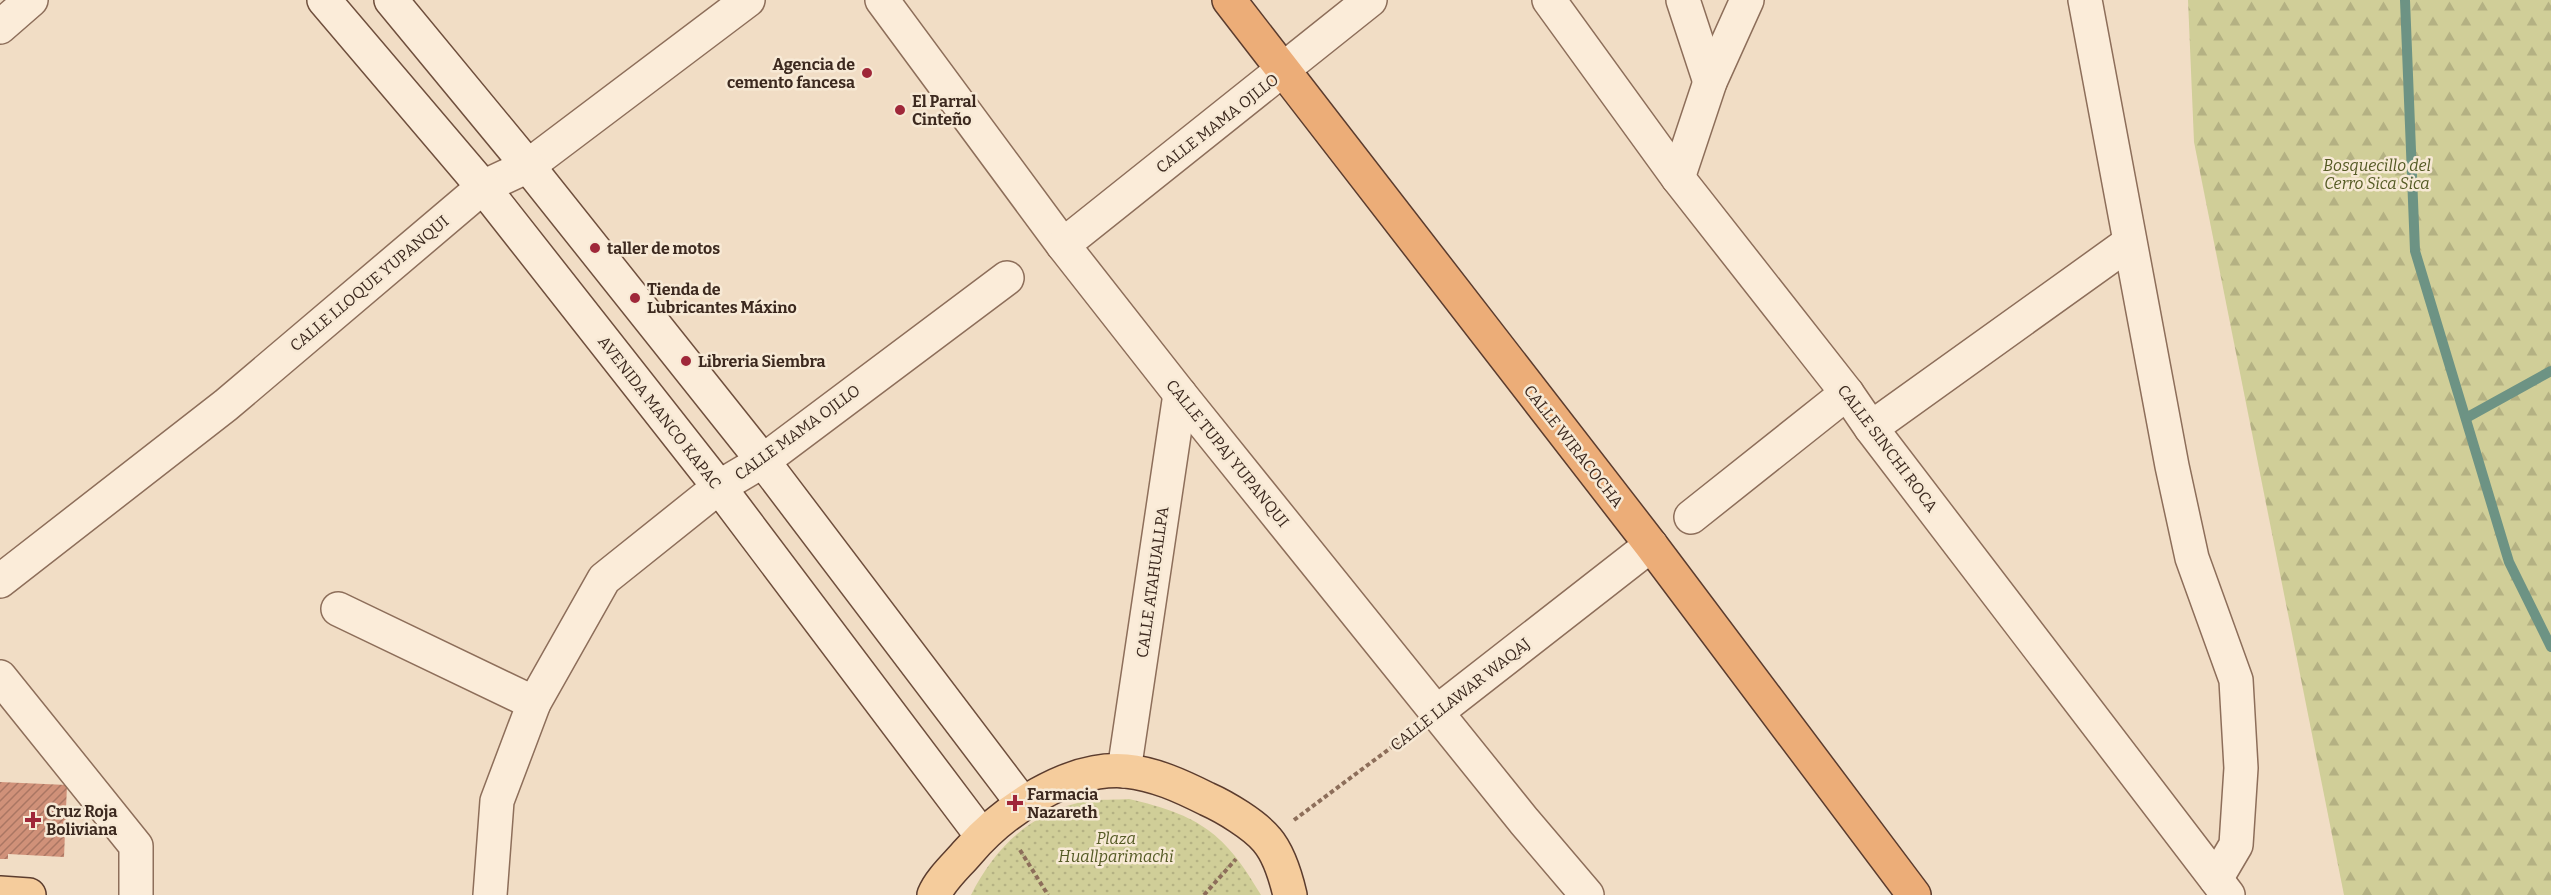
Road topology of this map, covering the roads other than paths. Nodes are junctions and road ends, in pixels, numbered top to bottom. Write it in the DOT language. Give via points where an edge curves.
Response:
graph roads {
  1 [pos="31,0"];
  2 [pos="324,0"];
  3 [pos="391,0"];
  4 [pos="748,0"];
  5 [pos="882,0"];
  6 [pos="1229,0"];
  7 [pos="1370,0"];
  8 [pos="1549,0"];
  9 [pos="1683,0"];
  10 [pos="1747,0"];
  11 [pos="2085,0"];
  12 [pos="0,27"];
  13 [pos="1284,70"];
  14 [pos="1710,82"];
  15 [pos="528,166"];
  16 [pos="1678,178"];
  17 [pos="483,187"];
  18 [pos="2129,243"];
  19 [pos="1063,245"];
  20 [pos="1007,278"];
  21 [pos="1847,393"];
  22 [pos="1180,394"];
  23 [pos="1871,428"];
  24 [pos="763,461"];
  25 [pos="719,487"];
  26 [pos="1691,517"];
  27 [pos="1651,544"];
  28 [pos="0,581"];
  29 [pos="338,609"];
  30 [pos="0,677"];
  31 [pos="534,703"];
  32 [pos="1437,712"];
  33 [pos="1124,771"];
  34 [pos="1023,804"];
  35 [pos="984,834"];
  36 [pos="2222,887"];
  37 [pos="0,893"];
  38 [pos="29,895"];
  39 [pos="136,895"];
  40 [pos="490,895"];
  41 [pos="934,895"];
  42 [pos="1290,895"];
  43 [pos="1587,895"];
  44 [pos="1914,895"];
  1 -- 12 [label="street"];
  2 -- 17 [label="street, AVENIDA MANCO KAPAC"];
  3 -- 15 [label="street"];
  4 -- 15 [label="street, CALLE LLOQUE YUPANQUI"];
  5 -- 19 [label="street, CALLE TUPAJ YUPANQUI"];
  6 -- 13 [label="highway, CALLE WIRACOCHA"];
  7 -- 13 [label="street, CALLE MAMA OJLLO"];
  8 -- 16 [label="street, CALLE SINCHI ROCA"];
  9 -- 14 [label="street"];
  10 -- 14 [label="street"];
  11 -- 18 [label="street"];
  13 -- 19 [label="street, CALLE MAMA OJLLO"];
  13 -- 27 [label="highway, CALLE WIRACOCHA"];
  14 -- 16 [label="street"];
  15 -- 17 [label="street, CALLE LLOQUE YUPANQUI"];
  15 -- 24 [label="street"];
  16 -- 21 [label="street, CALLE SINCHI ROCA"];
  17 -- 25 [label="street, AVENIDA MANCO KAPAC"];
  17 -- 28 [label="street, CALLE LLOQUE YUPANQUI" via="226,405"];
  18 -- 23 [label="street"];
  18 -- 36 [label="street" via="2192,558 2236,680 2241,768 2236,845"];
  19 -- 22 [label="street, CALLE TUPAJ YUPANQUI"];
  20 -- 24 [label="street, CALLE MAMA OJLLO"];
  21 -- 23 [label="street, CALLE SINCHI ROCA"];
  21 -- 26 [label="street"];
  22 -- 32 [label="street, CALLE TUPAJ YUPANQUI"];
  22 -- 33 [label="street, CALLE ATAHUALLPA"];
  23 -- 36 [label="street, CALLE SINCHI ROCA"];
  24 -- 25 [label="street, CALLE MAMA OJLLO"];
  24 -- 34 [label="street"];
  25 -- 31 [label="street, CALLE MAMA OJLLO" via="604,579"];
  25 -- 35 [label="street, AVENIDA MANCO KAPAC"];
  27 -- 32 [label="street, CALLE LLAWAR WAQAJ"];
  27 -- 44 [label="highway, CALLE WIRACOCHA"];
  29 -- 31 [label="street"];
  30 -- 39 [label="street" via="136,846"];
  31 -- 40 [label="street, CALLE MAMA OJLLO" via="497,801"];
  32 -- 43 [label="street, CALLE TUPAJ YUPANQUI"];
  33 -- 34 [label="main road" via="1093,773 1066,781"];
  33 -- 42 [label="main road" via="1153,776 1226,807 1267,840 1286,877"];
  34 -- 35 [label="main road"];
  35 -- 41 [label="main road"];
  37 -- 38 [label="main road"];
}
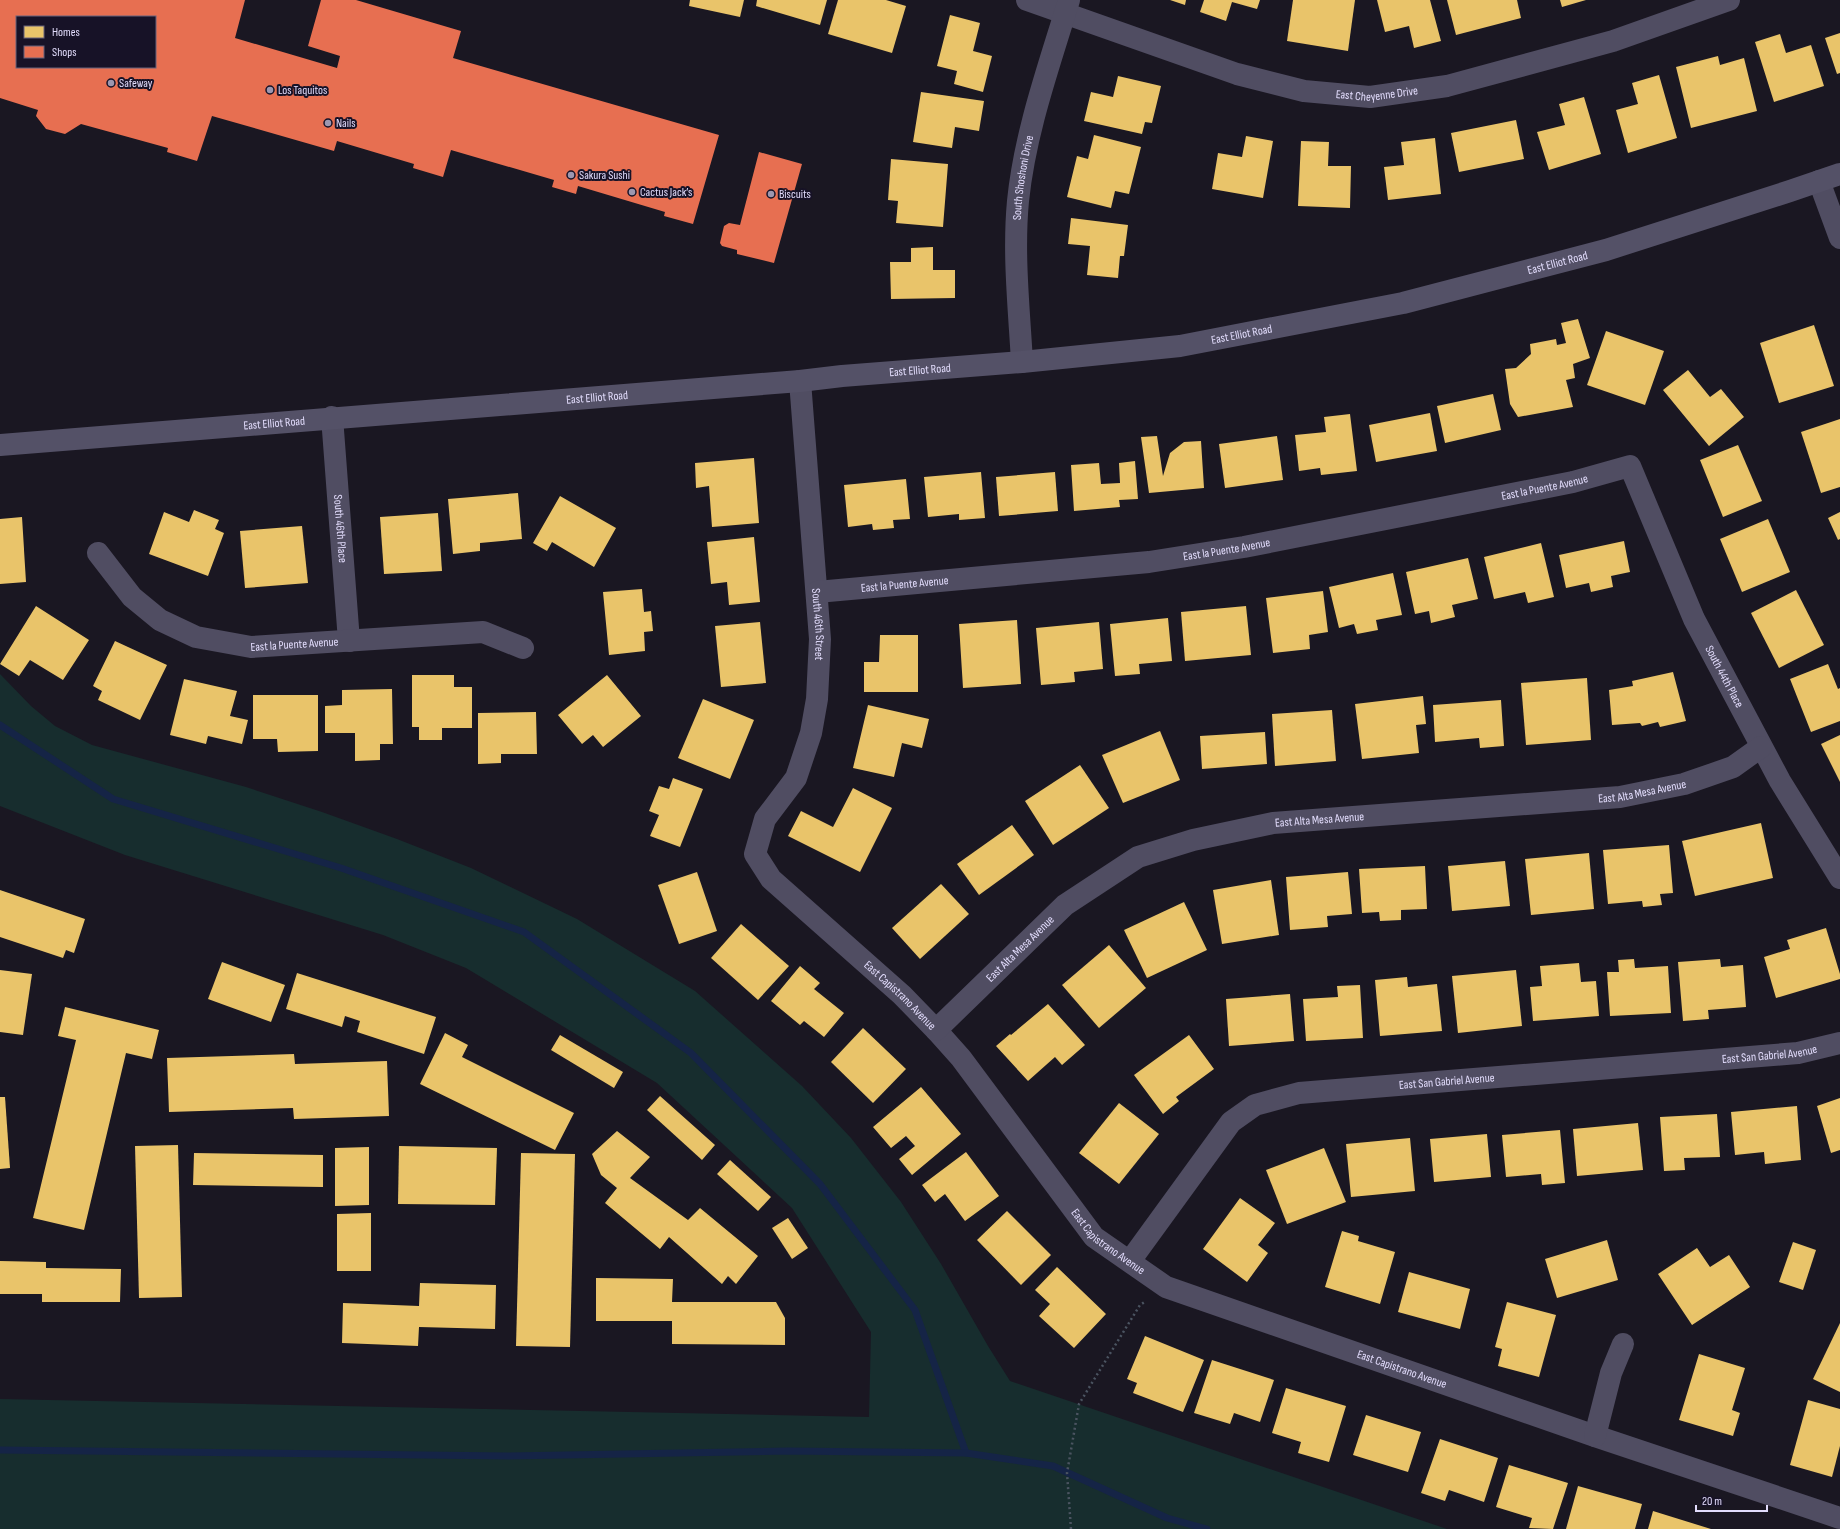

..........

TRY IT:
Could you retype all the entries above exactly, without the pictures?

SOLUTION TO THE EXERCISE:
Road topology of this map, covering the roads other than paths. Nodes are junctions and road ends, in pixels, numbered top to bottom. Write it in the DOT language. Give via points where an edge curves.
Response:
graph roads {
  1 [pos="31,0"];
  2 [pos="324,0"];
  3 [pos="391,0"];
  4 [pos="748,0"];
  5 [pos="882,0"];
  6 [pos="1229,0"];
  7 [pos="1370,0"];
  8 [pos="1549,0"];
  9 [pos="1683,0"];
  10 [pos="1747,0"];
  11 [pos="2085,0"];
  12 [pos="0,27"];
  13 [pos="1284,70"];
  14 [pos="1710,82"];
  15 [pos="528,166"];
  16 [pos="1678,178"];
  17 [pos="483,187"];
  18 [pos="2129,243"];
  19 [pos="1063,245"];
  20 [pos="1007,278"];
  21 [pos="1847,393"];
  22 [pos="1180,394"];
  23 [pos="1871,428"];
  24 [pos="763,461"];
  25 [pos="719,487"];
  26 [pos="1691,517"];
  27 [pos="1651,544"];
  28 [pos="0,581"];
  29 [pos="338,609"];
  30 [pos="0,677"];
  31 [pos="534,703"];
  32 [pos="1437,712"];
  33 [pos="1124,771"];
  34 [pos="1023,804"];
  35 [pos="984,834"];
  36 [pos="2222,887"];
  37 [pos="0,893"];
  38 [pos="29,895"];
  39 [pos="136,895"];
  40 [pos="490,895"];
  41 [pos="934,895"];
  42 [pos="1290,895"];
  43 [pos="1587,895"];
  44 [pos="1914,895"];
  1 -- 12 [label="street"];
  2 -- 17 [label="street, AVENIDA MANCO KAPAC"];
  3 -- 15 [label="street"];
  4 -- 15 [label="street, CALLE LLOQUE YUPANQUI"];
  5 -- 19 [label="street, CALLE TUPAJ YUPANQUI"];
  6 -- 13 [label="highway, CALLE WIRACOCHA"];
  7 -- 13 [label="street, CALLE MAMA OJLLO"];
  8 -- 16 [label="street, CALLE SINCHI ROCA"];
  9 -- 14 [label="street"];
  10 -- 14 [label="street"];
  11 -- 18 [label="street"];
  13 -- 19 [label="street, CALLE MAMA OJLLO"];
  13 -- 27 [label="highway, CALLE WIRACOCHA"];
  14 -- 16 [label="street"];
  15 -- 17 [label="street, CALLE LLOQUE YUPANQUI"];
  15 -- 24 [label="street"];
  16 -- 21 [label="street, CALLE SINCHI ROCA"];
  17 -- 25 [label="street, AVENIDA MANCO KAPAC"];
  17 -- 28 [label="street, CALLE LLOQUE YUPANQUI" via="226,405"];
  18 -- 23 [label="street"];
  18 -- 36 [label="street" via="2192,558 2236,680 2241,768 2236,845"];
  19 -- 22 [label="street, CALLE TUPAJ YUPANQUI"];
  20 -- 24 [label="street, CALLE MAMA OJLLO"];
  21 -- 23 [label="street, CALLE SINCHI ROCA"];
  21 -- 26 [label="street"];
  22 -- 32 [label="street, CALLE TUPAJ YUPANQUI"];
  22 -- 33 [label="street, CALLE ATAHUALLPA"];
  23 -- 36 [label="street, CALLE SINCHI ROCA"];
  24 -- 25 [label="street, CALLE MAMA OJLLO"];
  24 -- 34 [label="street"];
  25 -- 31 [label="street, CALLE MAMA OJLLO" via="604,579"];
  25 -- 35 [label="street, AVENIDA MANCO KAPAC"];
  27 -- 32 [label="street, CALLE LLAWAR WAQAJ"];
  27 -- 44 [label="highway, CALLE WIRACOCHA"];
  29 -- 31 [label="street"];
  30 -- 39 [label="street" via="136,846"];
  31 -- 40 [label="street, CALLE MAMA OJLLO" via="497,801"];
  32 -- 43 [label="street, CALLE TUPAJ YUPANQUI"];
  33 -- 34 [label="main road" via="1093,773 1066,781"];
  33 -- 42 [label="main road" via="1153,776 1226,807 1267,840 1286,877"];
  34 -- 35 [label="main road"];
  35 -- 41 [label="main road"];
  37 -- 38 [label="main road"];
}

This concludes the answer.